Task to complete: Search the listing below for the string "absolute" and copy every line where it occurs.

Data shown:
-----

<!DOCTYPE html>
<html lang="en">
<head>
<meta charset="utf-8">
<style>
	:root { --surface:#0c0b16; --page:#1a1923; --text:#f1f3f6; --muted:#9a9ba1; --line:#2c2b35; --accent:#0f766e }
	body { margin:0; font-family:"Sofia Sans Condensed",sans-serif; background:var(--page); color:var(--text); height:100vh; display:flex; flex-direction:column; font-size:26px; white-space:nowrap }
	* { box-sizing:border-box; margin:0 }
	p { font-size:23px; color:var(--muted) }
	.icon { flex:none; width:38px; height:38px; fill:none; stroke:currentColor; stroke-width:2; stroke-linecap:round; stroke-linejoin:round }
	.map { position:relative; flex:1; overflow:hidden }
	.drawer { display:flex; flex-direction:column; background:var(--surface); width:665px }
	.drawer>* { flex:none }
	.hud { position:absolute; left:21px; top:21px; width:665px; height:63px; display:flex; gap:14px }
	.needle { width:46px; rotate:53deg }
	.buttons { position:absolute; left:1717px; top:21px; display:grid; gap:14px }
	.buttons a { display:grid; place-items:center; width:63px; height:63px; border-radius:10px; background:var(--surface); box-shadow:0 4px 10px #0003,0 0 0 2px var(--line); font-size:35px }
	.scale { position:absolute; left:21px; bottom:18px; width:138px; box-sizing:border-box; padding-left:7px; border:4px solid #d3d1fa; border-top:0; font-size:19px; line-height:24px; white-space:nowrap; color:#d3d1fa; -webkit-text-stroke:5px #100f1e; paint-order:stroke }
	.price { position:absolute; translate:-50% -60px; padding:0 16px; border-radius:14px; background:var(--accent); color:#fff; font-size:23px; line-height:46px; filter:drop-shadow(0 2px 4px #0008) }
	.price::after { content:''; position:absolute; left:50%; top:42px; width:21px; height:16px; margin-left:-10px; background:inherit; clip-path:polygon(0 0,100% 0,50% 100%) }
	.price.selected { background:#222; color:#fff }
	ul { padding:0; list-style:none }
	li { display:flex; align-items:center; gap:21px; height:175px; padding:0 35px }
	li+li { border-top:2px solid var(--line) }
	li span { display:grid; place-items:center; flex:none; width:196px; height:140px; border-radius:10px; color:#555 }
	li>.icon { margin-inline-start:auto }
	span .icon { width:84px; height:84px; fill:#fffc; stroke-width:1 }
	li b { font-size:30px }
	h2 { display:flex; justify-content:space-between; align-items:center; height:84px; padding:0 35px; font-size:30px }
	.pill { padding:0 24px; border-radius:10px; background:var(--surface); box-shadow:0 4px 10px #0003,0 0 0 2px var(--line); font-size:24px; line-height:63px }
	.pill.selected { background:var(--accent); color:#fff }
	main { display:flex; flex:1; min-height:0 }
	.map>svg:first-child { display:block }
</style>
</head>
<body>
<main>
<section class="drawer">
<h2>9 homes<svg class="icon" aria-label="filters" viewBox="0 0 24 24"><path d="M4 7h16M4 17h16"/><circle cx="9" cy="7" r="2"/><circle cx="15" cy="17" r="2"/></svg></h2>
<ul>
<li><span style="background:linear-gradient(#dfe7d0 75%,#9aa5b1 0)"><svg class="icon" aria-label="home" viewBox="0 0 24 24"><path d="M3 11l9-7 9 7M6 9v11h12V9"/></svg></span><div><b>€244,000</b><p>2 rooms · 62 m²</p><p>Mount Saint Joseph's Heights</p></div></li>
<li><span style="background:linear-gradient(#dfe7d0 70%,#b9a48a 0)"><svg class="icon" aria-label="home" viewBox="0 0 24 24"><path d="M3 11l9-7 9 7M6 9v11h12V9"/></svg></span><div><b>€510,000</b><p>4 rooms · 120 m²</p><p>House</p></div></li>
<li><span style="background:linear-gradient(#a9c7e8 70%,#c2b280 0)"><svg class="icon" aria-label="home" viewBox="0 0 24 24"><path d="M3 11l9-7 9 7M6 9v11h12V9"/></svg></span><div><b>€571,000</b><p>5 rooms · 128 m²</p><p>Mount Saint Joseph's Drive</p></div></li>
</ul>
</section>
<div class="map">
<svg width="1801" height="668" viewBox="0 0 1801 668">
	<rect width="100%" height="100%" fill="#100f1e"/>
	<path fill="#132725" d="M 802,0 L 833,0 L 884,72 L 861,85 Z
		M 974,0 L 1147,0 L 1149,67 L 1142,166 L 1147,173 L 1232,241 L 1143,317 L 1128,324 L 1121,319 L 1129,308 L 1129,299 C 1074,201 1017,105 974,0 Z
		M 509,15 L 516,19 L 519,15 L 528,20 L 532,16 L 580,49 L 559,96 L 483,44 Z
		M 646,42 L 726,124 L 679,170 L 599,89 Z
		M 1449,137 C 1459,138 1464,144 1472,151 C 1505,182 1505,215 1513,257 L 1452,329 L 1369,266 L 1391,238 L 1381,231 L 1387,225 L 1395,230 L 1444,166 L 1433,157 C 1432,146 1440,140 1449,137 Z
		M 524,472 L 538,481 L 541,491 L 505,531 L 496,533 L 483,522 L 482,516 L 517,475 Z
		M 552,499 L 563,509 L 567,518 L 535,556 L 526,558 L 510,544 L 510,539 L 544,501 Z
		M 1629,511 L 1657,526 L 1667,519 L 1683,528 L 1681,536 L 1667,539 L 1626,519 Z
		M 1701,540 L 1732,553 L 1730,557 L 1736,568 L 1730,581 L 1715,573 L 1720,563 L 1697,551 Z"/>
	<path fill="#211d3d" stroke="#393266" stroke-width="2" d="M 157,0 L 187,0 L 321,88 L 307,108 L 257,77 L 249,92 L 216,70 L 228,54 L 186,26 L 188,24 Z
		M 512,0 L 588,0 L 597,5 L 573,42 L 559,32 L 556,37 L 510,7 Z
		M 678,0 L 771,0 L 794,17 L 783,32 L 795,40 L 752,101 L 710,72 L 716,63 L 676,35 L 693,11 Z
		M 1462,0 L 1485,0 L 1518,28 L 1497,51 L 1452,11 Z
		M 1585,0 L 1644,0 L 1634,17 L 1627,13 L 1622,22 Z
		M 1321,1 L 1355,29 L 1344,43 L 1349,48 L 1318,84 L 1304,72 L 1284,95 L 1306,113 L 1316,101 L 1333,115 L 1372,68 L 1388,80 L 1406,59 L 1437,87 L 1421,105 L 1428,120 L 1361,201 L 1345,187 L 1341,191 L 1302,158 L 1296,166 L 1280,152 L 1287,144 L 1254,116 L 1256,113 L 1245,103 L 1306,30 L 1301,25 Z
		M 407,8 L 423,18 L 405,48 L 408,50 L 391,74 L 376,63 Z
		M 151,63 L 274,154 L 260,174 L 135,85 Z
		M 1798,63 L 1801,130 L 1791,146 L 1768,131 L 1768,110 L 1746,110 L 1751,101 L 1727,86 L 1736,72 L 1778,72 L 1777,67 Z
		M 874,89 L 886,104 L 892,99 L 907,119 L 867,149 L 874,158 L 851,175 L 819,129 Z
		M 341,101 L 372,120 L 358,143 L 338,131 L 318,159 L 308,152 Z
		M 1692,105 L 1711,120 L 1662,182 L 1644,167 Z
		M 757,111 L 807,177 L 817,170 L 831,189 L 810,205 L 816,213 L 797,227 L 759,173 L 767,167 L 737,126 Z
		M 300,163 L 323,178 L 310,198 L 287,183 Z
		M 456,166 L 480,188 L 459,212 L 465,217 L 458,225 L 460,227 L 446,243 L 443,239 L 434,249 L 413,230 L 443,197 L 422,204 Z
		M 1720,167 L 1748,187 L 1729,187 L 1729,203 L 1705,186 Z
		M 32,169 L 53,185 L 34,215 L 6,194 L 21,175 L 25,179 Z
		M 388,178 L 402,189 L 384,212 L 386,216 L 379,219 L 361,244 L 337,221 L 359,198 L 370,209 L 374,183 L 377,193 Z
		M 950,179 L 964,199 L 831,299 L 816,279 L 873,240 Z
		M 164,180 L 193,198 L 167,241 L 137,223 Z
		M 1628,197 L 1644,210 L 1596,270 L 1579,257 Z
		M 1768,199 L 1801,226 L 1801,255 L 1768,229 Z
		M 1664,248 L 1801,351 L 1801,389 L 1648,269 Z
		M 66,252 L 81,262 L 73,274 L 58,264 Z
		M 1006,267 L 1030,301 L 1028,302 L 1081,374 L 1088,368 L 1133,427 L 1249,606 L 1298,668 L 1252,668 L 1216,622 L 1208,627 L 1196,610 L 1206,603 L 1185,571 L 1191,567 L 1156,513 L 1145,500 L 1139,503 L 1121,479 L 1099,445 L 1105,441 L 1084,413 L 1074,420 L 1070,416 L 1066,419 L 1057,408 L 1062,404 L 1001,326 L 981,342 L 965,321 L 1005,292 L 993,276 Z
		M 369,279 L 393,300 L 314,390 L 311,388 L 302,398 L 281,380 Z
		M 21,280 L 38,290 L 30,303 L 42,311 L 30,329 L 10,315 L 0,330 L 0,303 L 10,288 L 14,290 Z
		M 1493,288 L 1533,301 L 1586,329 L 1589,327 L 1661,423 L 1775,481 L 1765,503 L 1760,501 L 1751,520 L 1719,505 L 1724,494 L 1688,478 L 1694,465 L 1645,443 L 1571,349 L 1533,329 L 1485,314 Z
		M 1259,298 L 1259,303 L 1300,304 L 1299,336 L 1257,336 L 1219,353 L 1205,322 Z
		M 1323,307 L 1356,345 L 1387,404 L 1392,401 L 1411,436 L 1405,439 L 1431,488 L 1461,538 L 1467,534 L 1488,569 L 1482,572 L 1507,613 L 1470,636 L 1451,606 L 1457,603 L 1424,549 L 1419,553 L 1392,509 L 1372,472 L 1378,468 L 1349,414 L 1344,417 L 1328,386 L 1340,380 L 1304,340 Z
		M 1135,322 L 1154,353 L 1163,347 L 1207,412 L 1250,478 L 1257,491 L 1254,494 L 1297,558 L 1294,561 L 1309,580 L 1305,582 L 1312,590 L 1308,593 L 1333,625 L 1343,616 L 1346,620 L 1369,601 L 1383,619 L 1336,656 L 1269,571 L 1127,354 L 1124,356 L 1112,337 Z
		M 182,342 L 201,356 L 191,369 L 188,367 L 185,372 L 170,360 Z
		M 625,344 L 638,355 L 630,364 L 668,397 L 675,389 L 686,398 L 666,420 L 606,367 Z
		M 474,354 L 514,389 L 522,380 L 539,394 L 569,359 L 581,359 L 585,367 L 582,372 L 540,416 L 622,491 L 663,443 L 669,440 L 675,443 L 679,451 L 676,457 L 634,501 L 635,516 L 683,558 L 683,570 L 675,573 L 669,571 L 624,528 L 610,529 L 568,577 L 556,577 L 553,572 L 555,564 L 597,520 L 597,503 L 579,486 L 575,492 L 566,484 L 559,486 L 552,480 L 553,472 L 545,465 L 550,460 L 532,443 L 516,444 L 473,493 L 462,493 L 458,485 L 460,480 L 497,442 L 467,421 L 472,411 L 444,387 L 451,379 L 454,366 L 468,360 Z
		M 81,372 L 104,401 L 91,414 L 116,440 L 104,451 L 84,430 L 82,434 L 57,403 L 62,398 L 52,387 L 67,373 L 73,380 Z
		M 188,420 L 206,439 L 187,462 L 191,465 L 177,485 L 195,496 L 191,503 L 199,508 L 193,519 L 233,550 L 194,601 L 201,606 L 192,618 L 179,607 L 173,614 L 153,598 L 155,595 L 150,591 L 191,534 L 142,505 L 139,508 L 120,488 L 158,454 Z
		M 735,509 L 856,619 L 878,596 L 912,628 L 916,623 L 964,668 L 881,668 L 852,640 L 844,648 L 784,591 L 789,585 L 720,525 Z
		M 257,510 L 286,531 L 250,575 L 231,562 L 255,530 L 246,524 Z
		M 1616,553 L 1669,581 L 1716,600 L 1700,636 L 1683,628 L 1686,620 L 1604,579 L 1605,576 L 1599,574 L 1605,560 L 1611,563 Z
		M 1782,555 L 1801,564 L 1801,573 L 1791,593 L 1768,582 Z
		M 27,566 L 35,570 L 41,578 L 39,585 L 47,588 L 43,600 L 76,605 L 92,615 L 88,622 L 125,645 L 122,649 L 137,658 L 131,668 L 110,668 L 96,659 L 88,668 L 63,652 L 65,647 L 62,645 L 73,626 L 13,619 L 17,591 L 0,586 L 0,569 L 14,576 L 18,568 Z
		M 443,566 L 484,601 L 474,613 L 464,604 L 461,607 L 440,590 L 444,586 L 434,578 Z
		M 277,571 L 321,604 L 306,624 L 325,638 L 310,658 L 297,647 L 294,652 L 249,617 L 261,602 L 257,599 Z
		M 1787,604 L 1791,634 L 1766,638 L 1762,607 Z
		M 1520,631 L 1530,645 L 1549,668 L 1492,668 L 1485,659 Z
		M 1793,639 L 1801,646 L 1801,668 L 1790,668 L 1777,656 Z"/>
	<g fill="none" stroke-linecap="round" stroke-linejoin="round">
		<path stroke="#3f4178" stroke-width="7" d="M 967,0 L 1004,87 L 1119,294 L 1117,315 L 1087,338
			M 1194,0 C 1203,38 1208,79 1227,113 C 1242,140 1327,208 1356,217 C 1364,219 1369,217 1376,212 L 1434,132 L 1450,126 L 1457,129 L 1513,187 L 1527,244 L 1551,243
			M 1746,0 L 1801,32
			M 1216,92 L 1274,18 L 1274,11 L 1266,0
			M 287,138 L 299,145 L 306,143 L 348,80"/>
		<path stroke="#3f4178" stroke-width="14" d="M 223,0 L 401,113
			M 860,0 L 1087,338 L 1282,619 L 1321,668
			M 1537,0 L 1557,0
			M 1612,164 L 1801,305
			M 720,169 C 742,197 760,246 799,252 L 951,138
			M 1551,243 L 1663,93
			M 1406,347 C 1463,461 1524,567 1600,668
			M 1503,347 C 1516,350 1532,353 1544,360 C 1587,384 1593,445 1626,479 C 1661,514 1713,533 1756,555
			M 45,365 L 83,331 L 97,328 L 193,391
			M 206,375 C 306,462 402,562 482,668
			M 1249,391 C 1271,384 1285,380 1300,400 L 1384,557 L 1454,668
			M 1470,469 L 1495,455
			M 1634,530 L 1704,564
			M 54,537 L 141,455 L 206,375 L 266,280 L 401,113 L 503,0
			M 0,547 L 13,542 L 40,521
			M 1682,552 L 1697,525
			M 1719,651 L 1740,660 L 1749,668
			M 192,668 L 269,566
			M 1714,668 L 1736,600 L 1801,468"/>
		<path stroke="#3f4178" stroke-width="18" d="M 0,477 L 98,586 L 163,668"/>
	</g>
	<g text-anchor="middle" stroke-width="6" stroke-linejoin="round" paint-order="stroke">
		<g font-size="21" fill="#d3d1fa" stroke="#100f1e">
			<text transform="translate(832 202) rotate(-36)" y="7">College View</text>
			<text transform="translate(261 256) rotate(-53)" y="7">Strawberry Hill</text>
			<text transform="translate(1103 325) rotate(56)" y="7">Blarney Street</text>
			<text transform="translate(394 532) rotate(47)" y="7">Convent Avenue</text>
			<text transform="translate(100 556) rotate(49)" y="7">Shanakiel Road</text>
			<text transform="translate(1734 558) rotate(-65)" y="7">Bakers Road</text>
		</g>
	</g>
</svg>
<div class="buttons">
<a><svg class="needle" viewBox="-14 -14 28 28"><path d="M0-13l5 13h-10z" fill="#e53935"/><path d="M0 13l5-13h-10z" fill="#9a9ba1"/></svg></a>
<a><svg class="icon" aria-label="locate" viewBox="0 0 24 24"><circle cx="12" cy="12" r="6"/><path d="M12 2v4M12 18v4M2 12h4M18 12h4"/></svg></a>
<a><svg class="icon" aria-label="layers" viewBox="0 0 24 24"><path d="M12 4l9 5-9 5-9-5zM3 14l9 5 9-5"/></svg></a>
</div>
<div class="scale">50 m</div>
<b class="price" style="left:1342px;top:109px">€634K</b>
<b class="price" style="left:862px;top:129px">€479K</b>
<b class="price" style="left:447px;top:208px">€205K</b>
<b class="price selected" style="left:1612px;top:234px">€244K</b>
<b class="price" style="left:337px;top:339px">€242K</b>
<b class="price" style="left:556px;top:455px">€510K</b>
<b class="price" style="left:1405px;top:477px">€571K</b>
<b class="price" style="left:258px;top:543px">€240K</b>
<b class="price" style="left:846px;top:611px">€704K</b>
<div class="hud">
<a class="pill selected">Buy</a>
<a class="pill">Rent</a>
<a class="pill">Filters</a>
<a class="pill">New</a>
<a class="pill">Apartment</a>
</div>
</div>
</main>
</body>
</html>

-----

The completed task:
	.hud { position:absolute; left:21px; top:21px; width:665px; height:63px; display:flex; gap:14px }
	.buttons { position:absolute; left:1717px; top:21px; display:grid; gap:14px }
	.scale { position:absolute; left:21px; bottom:18px; width:138px; box-sizing:border-box; padding-left:7px; border:4px solid #d3d1fa; border-top:0; font-size:19px; line-height:24px; white-space:nowrap; color:#d3d1fa; -webkit-text-stroke:5px #100f1e; paint-order:stroke }
	.price { position:absolute; translate:-50% -60px; padding:0 16px; border-radius:14px; background:var(--accent); color:#fff; font-size:23px; line-height:46px; filter:drop-shadow(0 2px 4px #0008) }
	.price::after { content:''; position:absolute; left:50%; top:42px; width:21px; height:16px; margin-left:-10px; background:inherit; clip-path:polygon(0 0,100% 0,50% 100%) }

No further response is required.